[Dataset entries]

↓

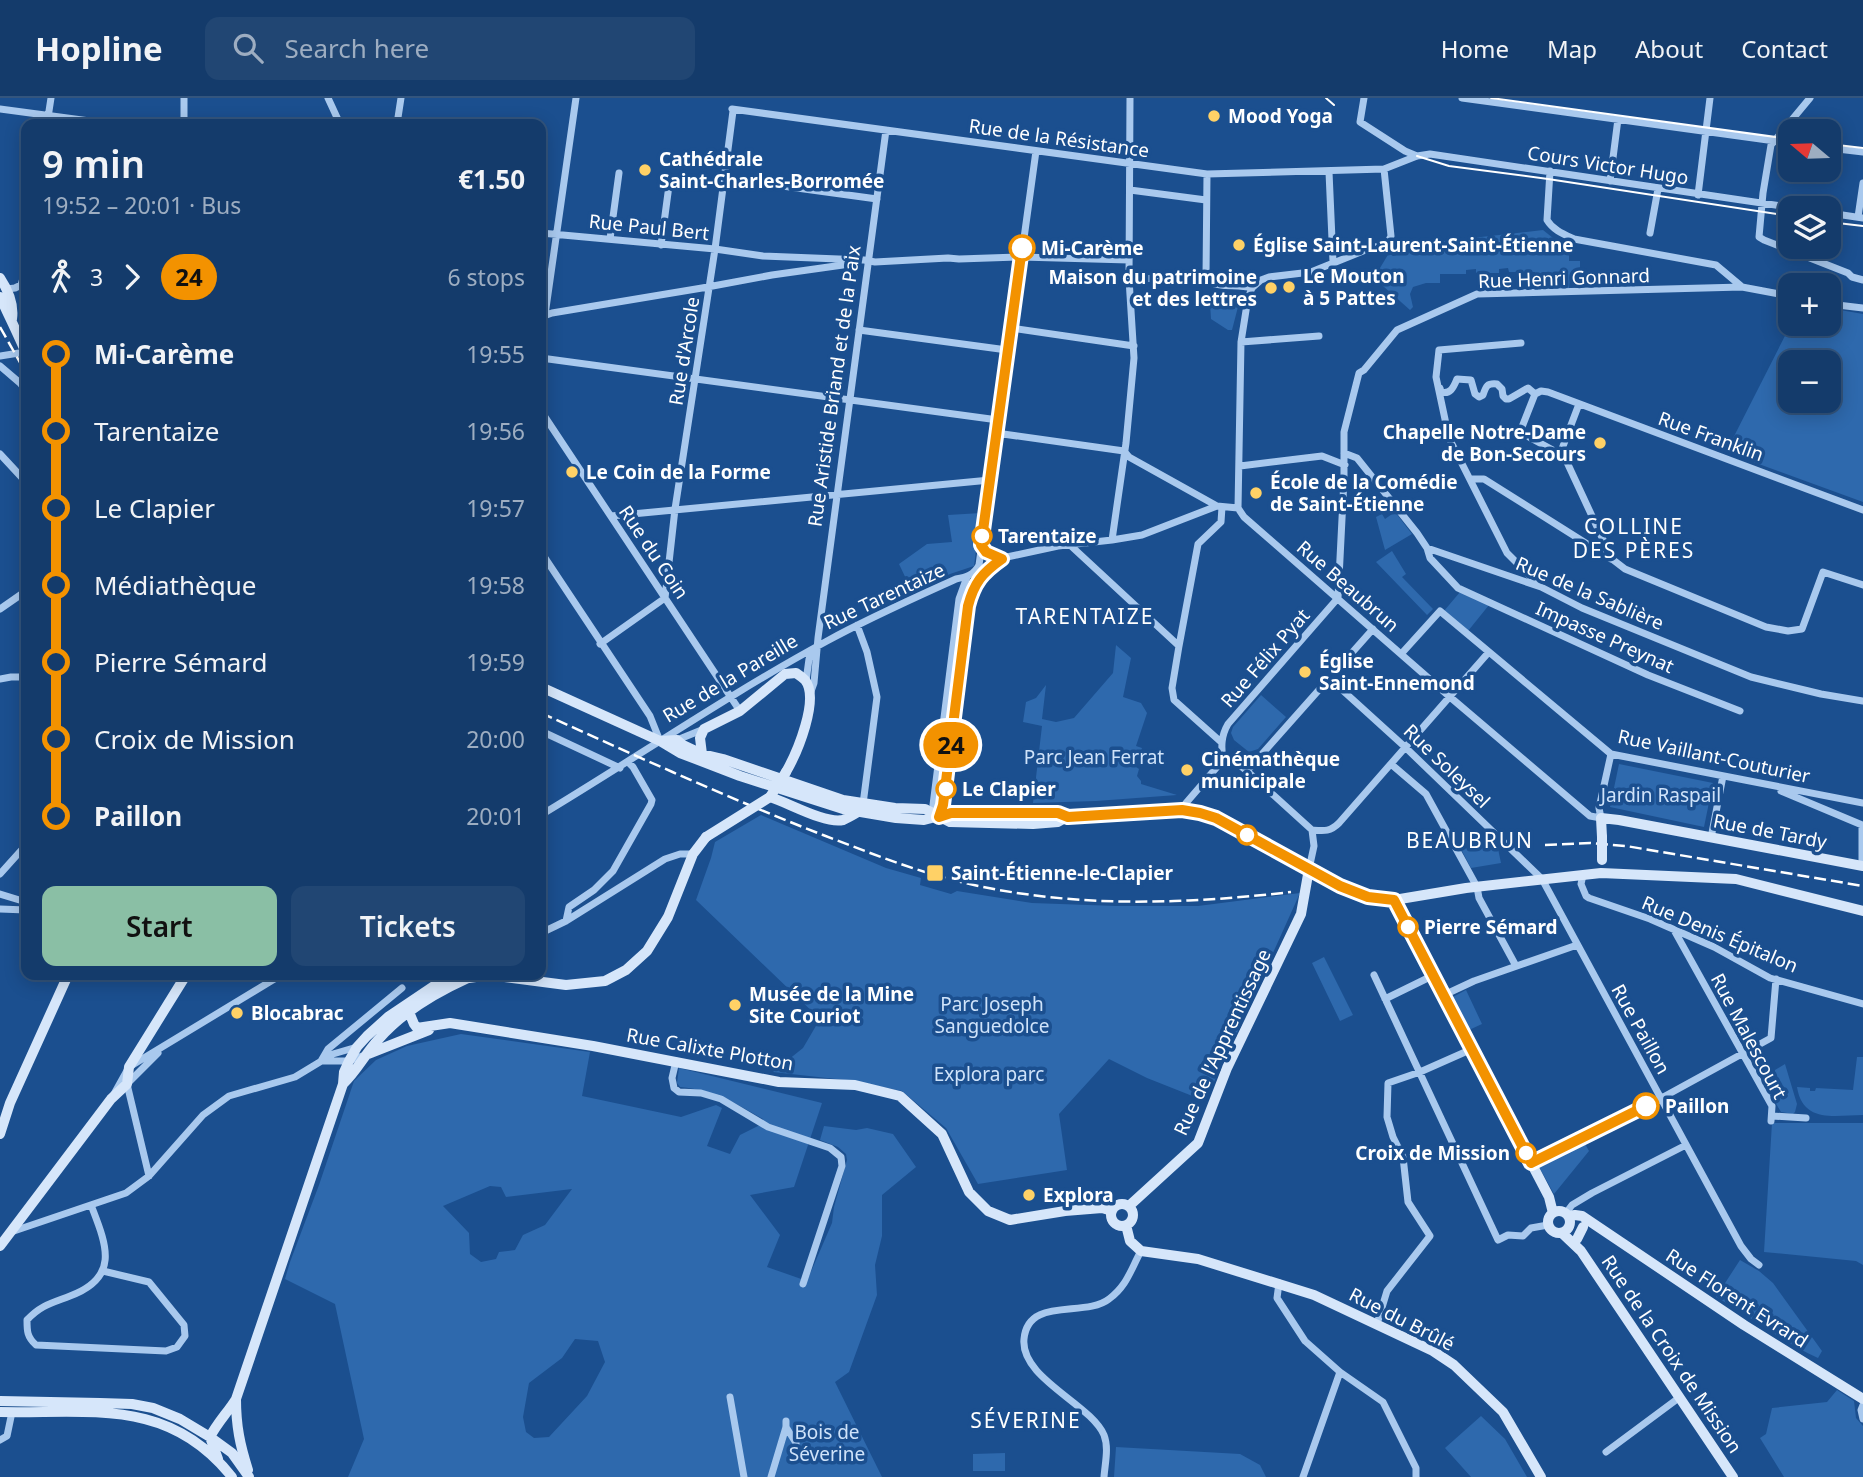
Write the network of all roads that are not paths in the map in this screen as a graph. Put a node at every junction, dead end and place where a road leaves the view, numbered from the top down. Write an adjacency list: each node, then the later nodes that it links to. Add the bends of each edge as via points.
1 (51, 98): 14 (street)
2 (184, 98): 15 (street)
3 (328, 98): 16 (street)
4 (401, 98): 17 (street)
5 (576, 98): 48 (street)
6 (1130, 98): 27 (street)
7 (1364, 98): 26 (street, via 1360,122)
8 (1462, 98): 18 (street)
9 (1710, 98): 20 (street)
10 (1810, 98): 21 (street)
11 (0, 109): 13 (street)
12 (732, 109): 19 (street, Rue de la Résistance); 34 (street, Rue d'Arcole)
13 (44, 119)
14 (48, 119)
15 (184, 119)
16 (338, 119)
17 (398, 119)
18 (1618, 119): 20 (street); 35 (street)
19 (886, 130): 24 (street, Rue de la Résistance); 40 (street, Rue Aristide Briand et de la Paix)
20 (1705, 132): 21 (street); 39 (street)
21 (1774, 140): 22 (street); 42 (street)
22 (1778, 141)
23 (1841, 149): 25 (street)
24 (1035, 151): 27 (street, Rue de la Résistance); 52 (street)
25 (1863, 152)
26 (1417, 156): 28 (street); 29 (street, Cours Victor Hugo)
27 (1131, 163): 32 (street, Rue de la Résistance); 38 (street)
28 (1384, 170): 30 (street, Rue de la Résistance); 55 (street, via 1391,236 1387,244)
29 (1550, 171): 35 (street, Cours Victor Hugo); 62 (street, via 1547,220 1560,233 1716,265)
30 (1329, 172): 32 (street, Rue de la Résistance); 55 (street)
31 (619, 173): 49 (street)
32 (1207, 174): 41 (street)
33 (670, 178): 50 (street)
34 (724, 178): 40 (street); 51 (street, Rue d'Arcole)
35 (1610, 181): 37 (street, Cours Victor Hugo)
36 (1863, 183): 45 (street)
37 (1658, 189): 39 (street, Cours Victor Hugo); 47 (street)
38 (1130, 190): 41 (street); 53 (street)
39 (1698, 195): 42 (street, Cours Victor Hugo)
40 (877, 199): 54 (street, Rue Aristide Briand et de la Paix)
41 (1206, 200): 56 (street)
42 (1762, 204): 43 (street, Cours Victor Hugo); 59 (street, via 1759,237)
43 (1778, 206)
44 (1841, 214): 45 (street)
45 (1861, 217)
46 (546, 233): 48 (street, Rue Paul Bert)
47 (1650, 233)
48 (556, 234): 49 (street, Rue Paul Bert); 65 (street)
49 (610, 239): 50 (street, Rue Paul Bert)
50 (661, 245): 51 (street, Rue Paul Bert)
51 (715, 249): 54 (street, Rue Paul Bert); 61 (street, Rue d'Arcole)
52 (1021, 257): 53 (street); 54 (street); 70 (street)
53 (1129, 260): 58 (street)
54 (868, 261): 61 (street); 71 (street, Rue Aristide Briand et de la Paix)
55 (1333, 262): 63 (street, via 1311,272 1261,280)
56 (1206, 277): 58 (street); 63 (street, via 1215,285)
57 (0, 278): 64 (main road)
58 (1129, 279): 76 (street)
59 (1863, 280)
60 (21, 285): 64 (street)
61 (709, 287): 69 (street); 83 (street, Rue d'Arcole)
62 (1742, 287): 66 (street, Rue Henri Gonnard); 92 (street, Rue Henri Gonnard, via 1477,294 1397,330 1359,373 1344,432)
63 (1252, 288): 74 (street)
64 (4, 293): 73 (main road, via 6,314)
65 (546, 293)
66 (1778, 294)
67 (1841, 305): 68 (street)
68 (1863, 308)
69 (546, 315)
70 (1011, 328): 76 (street); 77 (street)
71 (859, 330): 77 (street); 86 (street, Rue Aristide Briand et de la Paix)
72 (1319, 336): 74 (street)
73 (21, 341)
74 (1241, 342): 96 (street)
75 (1521, 343): 82 (street, via 1440,350)
76 (1134, 346): 91 (street)
77 (1007, 350): 89 (street)
78 (21, 353): 79 (street)
79 (0, 356)
80 (546, 359): 83 (street)
81 (0, 366): 84 (street)
82 (1436, 377): 85 (street, via 1444,393 1452,390 1457,379 1464,379 1471,380 1479,397 1490,383 1497,384 1506,399 1528,388); 98 (street, via 1449,438)
83 (695, 379): 86 (street); 103 (street, Rue d'Arcole)
84 (21, 384)
85 (1535, 394): 87 (street, Rue Franklin, via 1548,392); 94 (street, via 1520,432)
86 (850, 400): 89 (street); 100 (street, Rue Aristide Briand et de la Paix)
87 (1579, 404): 94 (street); 104 (street, Rue Franklin)
88 (546, 418): 105 (street, Rue du Coin)
89 (998, 420): 90 (street)
90 (996, 433): 91 (street); 99 (street)
91 (1124, 451): 101 (street); 106 (street)
92 (1344, 453): 95 (street, Rue Henri Gonnard); 109 (street, via 1357,458)
93 (0, 454): 97 (street)
94 (1560, 454): 111 (street)
95 (1345, 465): 96 (street, via 1322,456); 119 (street, Rue Henri Gonnard)
96 (1240, 466): 102 (street)
97 (21, 477)
98 (1470, 479): 111 (street, via 1485,479); 116 (street, via 1507,553)
99 (990, 480): 100 (street); 107 (street)
100 (837, 494): 103 (street); 124 (street, Rue Aristide Briand et de la Paix)
101 (1220, 507): 102 (street); 106 (street, via 1142,535); 125 (street, via 1221,522 1198,544)
102 (1238, 508): 119 (street, Rue Beaubrun)
103 (675, 509): 105 (street); 118 (street, Rue d'Arcole)
104 (1863, 510)
105 (611, 516): 118 (street, Rue du Coin)
106 (1112, 540): 108 (street)
107 (981, 545): 110 (street); 113 (street, via 979,565)
108 (1070, 545): 110 (street); 125 (street)
109 (1427, 548): 116 (street, Rue de la Sablière); 139 (street, Impasse Preynat, via 1430,558 1458,589)
110 (1002, 559): 114 (street, Rue Tarentaize)
111 (1612, 559): 115 (street, via 1625,569 1766,627 1788,631 1802,629 1823,572)
112 (546, 560): 123 (street)
113 (967, 577): 114 (street, Rue Tarentaize); 121 (street, Rue Tarentaize); 160 (street, via 959,598 933,805)
114 (975, 584): 160 (street, via 968,606)
115 (1863, 585)
116 (1541, 587): 137 (street, Rue de la Sablière, via 1751,677)
117 (21, 594): 120 (street)
118 (665, 598): 123 (street); 135 (street, Rue du Coin)
119 (1338, 598): 122 (street, Rue Beaubrun); 144 (street, Rue Félix Pyat, via 1228,724)
120 (0, 610)
121 (857, 625): 124 (street, Rue Tarentaize); 157 (street, via 877,697)
122 (1373, 629): 126 (street, Rue Beaubrun); 130 (street)
123 (600, 644): 143 (street, via 650,716)
124 (817, 646): 128 (street, Rue de la Pareille); 132 (street, Rue Aristide Briand et de la Paix, via 809,659); 134 (street, Rue Aristide Briand et de la Paix); 135 (street, Rue de la Pareille)
125 (1179, 646): 144 (street, via 1174,700)
126 (1402, 653): 127 (street, Rue Vaillant-Couturier, via 1440,611); 136 (street, Rue Beaubrun)
127 (1488, 653): 136 (street); 147 (street, Rue Vaillant-Couturier)
128 (785, 674): 132 (main road, Rue de la Pareille, via 796,673); 138 (main road, Rue de la Pareille)
129 (21, 677): 131 (street)
130 (1329, 678): 145 (street, Rue Soleysel); 152 (street)
131 (0, 679)
132 (806, 681): 134 (main road, Rue Aristide Briand et de la Paix)
133 (546, 689): 143 (main road)
134 (810, 695): 155 (main road, Rue Aristide Briand et de la Paix, bridge, via 802,741)
135 (732, 697): 138 (street, Rue du Coin); 143 (street, Rue de la Pareille)
136 (1450, 697): 145 (street); 161 (street, Rue Beaubrun, via 1590,816)
137 (1863, 701)
138 (740, 711): 140 (main road, Rue de la Pareille)
139 (1740, 711)
140 (704, 729): 142 (street, Rue de la Pareille); 146 (main road)
141 (546, 733): 151 (street)
142 (677, 740): 143 (main road); 146 (main road)
143 (660, 741): 149 (street, Rue de la Pareille); 157 (main road, via 731,772 844,809)
144 (1221, 742): 148 (street)
145 (1405, 747): 150 (street); 171 (street, Rue Soleysel)
146 (702, 754): 157 (main road)
147 (1611, 754): 153 (street, Rue Vaillant-Couturier); 161 (street, via 1599,808)
148 (1223, 760): 152 (street); 158 (street)
149 (628, 762): 151 (street, Rue de la Pareille); 179 (street, via 651,804 613,871 569,907)
150 (1391, 764): 162 (street, via 1333,829); 172 (street, via 1426,794)
151 (620, 768): 159 (street, Rue de la Pareille)
152 (1247, 771): 162 (street)
153 (1723, 776): 154 (street, Rue Vaillant-Couturier); 163 (street)
154 (1757, 783): 156 (street, Rue Vaillant-Couturier); 166 (street, via 1862,825)
155 (770, 797): 157 (main road, via 828,820 841,820); 165 (main road, bridge, via 706,837)
156 (1863, 803)
157 (860, 808): 160 (main road, via 924,820)
158 (1182, 810): 160 (main road, via 1068,817 1033,824 950,822); 167 (main road, via 1216,818)
159 (546, 812)
160 (939, 817)
161 (1601, 818): 163 (main road, Rue de Tardy); 168 (main road, bridge)
162 (1312, 830): 167 (street)
163 (1711, 838): 166 (main road, Rue de Tardy)
164 (21, 851): 169 (street)
165 (692, 854): 179 (street, via 665,859); 192 (main road, via 668,917 646,951 625,971 605,981 566,985)
166 (1862, 866)
167 (1309, 869): 175 (main road, via 1368,897); 223 (main road, Rue de l'Apprentissage, via 1301,914 1227,1068 1198,1143)
168 (1601, 873): 170 (main road); 178 (main road, via 1736,879)
169 (0, 874)
170 (1583, 875): 171 (main road); 180 (street, Rue Denis Épitalon, via 1586,896)
171 (1542, 879): 172 (main road); 182 (street, Rue Paillon)
172 (1477, 887): 175 (main road); 183 (street)
173 (0, 894): 174 (street)
174 (21, 900)
175 (1394, 900): 185 (main road)
176 (0, 909): 177 (street)
177 (21, 911)
178 (1863, 911)
179 (566, 921): 181 (street)
180 (1673, 929): 186 (street, Rue Denis Épitalon); 205 (street, Rue Malescourt)
181 (546, 931)
182 (1577, 945): 183 (street); 215 (street, Rue Paillon)
183 (1516, 966): 194 (street)
184 (1374, 975): 195 (street)
185 (1433, 975): 194 (main road); 195 (street)
186 (1776, 979): 196 (street, Rue Denis Épitalon); 205 (street, via 1771,1038)
187 (66, 980): 217 (main road)
188 (183, 980): 210 (main road)
189 (273, 980): 202 (street)
190 (445, 980): 198 (main road)
191 (464, 980): 197 (main road)
192 (528, 980)
193 (402, 988): 208 (street, via 328,1049)
194 (1444, 995): 204 (main road)
195 (1385, 999): 211 (street)
196 (1863, 1004)
197 (409, 1012): 199 (main road); 201 (main road)
198 (384, 1020): 199 (main road); 203 (main road)
199 (397, 1020): 201 (main road); 206 (main road)
200 (450, 1023): 201 (main road, Rue Calixte Plotton); 206 (main road); 209 (main road, Rue Calixte Plotton)
201 (417, 1028)
202 (163, 1047): 210 (street); 212 (street)
203 (357, 1047): 207 (main road); 208 (street)
204 (1472, 1049): 211 (street); 219 (main road)
205 (1743, 1054): 215 (street); 216 (street, Rue Malescourt, via 1772,1106 1771,1119)
206 (366, 1055): 207 (street); 213 (main road)
207 (349, 1060): 208 (street); 213 (main road)
208 (321, 1061): 220 (street, via 295,1077 229,1096 203,1115)
209 (676, 1061): 224 (main road, Rue Calixte Plotton, via 779,1082 855,1086 900,1096 942,1134 969,1192 988,1211 1010,1220 1089,1209); 238 (street, via 672,1078 680,1092 721,1099 768,1126 830,1148 841,1157 842,1166)
210 (129, 1067): 212 (main road); 214 (street)
211 (1420, 1072): 229 (street, via 1499,1240); 239 (street, via 1388,1083 1387,1117 1403,1157 1408,1202 1430,1236 1387,1291)
212 (127, 1084): 214 (main road); 220 (street)
213 (344, 1084): 243 (main road)
214 (111, 1099): 230 (main road)
215 (1661, 1099): 218 (street, Rue Paillon); 219 (street)
216 (1806, 1118)
217 (0, 1134)
218 (1686, 1145): 221 (street); 235 (street, Rue Paillon, via 1741,1246)
219 (1531, 1163): 225 (main road)
220 (149, 1176): 222 (street, via 126,1193)
221 (1582, 1199): 226 (street, via 1572,1205); 227 (street)
222 (91, 1205): 230 (street); 236 (street, via 104,1238)
223 (1129, 1206): 224 (main road, via 1119,1204); 228 (main road, via 1133,1215)
224 (1112, 1211): 228 (main road, via 1115,1224)
225 (1553, 1213): 226 (main road, via 1560,1211); 229 (main road)
226 (1567, 1223): 227 (main road, Rue Florent Evrard, via 1577,1227); 229 (main road, via 1553,1232); 231 (main road, Rue de la Croix de Mission); 234 (main road, Rue de la Croix de Mission)
227 (1586, 1223): 231 (main road); 244 (main road, Rue Florent Evrard)
228 (1126, 1225): 233 (main road, via 1130,1241)
229 (1548, 1225)
230 (10, 1233): 232 (main road)
231 (1577, 1239): 234 (main road, Rue de la Croix de Mission)
232 (0, 1247)
233 (1141, 1251): 237 (main road, Rue du Brûlé, via 1198,1259); 261 (street, via 1126,1282 1109,1300 1041,1314 1024,1336 1034,1366 1104,1434)
234 (1581, 1251): 242 (main road, Rue de la Croix de Mission)
235 (1759, 1265)
236 (103, 1271): 236 (street, via 77,1294 38,1309 27,1320 30,1339 36,1345 166,1351 177,1347 185,1336 184,1325 149,1282)
237 (1279, 1283): 239 (main road, Rue du Brûlé); 240 (street, via 1278,1298 1305,1342)
238 (803, 1284)
239 (1377, 1324): 264 (main road, Rue du Brûlé, via 1454,1365 1503,1412)
240 (1340, 1372): 262 (street); 263 (street, via 1383,1402 1416,1468)
241 (730, 1397): 259 (street)
242 (1680, 1397): 255 (street); 265 (main road, Rue de la Croix de Mission)
243 (236, 1399): 251 (main road); 258 (main road, via 239,1442)
244 (1863, 1399)
245 (0, 1401): 250 (main road, via 132,1404 166,1412)
246 (1863, 1405): 249 (street)
247 (0, 1412): 248 (main road)
248 (12, 1412): 253 (street, via 7,1436); 256 (main road, via 149,1419 178,1430)
249 (1863, 1419)
250 (195, 1427): 251 (main road); 252 (main road)
251 (215, 1427): 252 (main road)
252 (210, 1437): 256 (main road); 258 (main road, via 232,1453)
253 (0, 1440)
254 (796, 1443): 260 (street, via 786,1424)
255 (1606, 1452)
256 (218, 1459): 257 (main road)
257 (232, 1477)
258 (249, 1477)
259 (744, 1477)
260 (771, 1477)
261 (1104, 1477)
262 (1303, 1477)
263 (1416, 1477)
264 (1541, 1477)
265 (1733, 1477)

↑

How to complete this task | If a line in the data above includes the string "Paul", copy it.

Solution |
46 (546, 233): 48 (street, Rue Paul Bert)
48 (556, 234): 49 (street, Rue Paul Bert); 65 (street)
49 (610, 239): 50 (street, Rue Paul Bert)
50 (661, 245): 51 (street, Rue Paul Bert)
51 (715, 249): 54 (street, Rue Paul Bert); 61 (street, Rue d'Arcole)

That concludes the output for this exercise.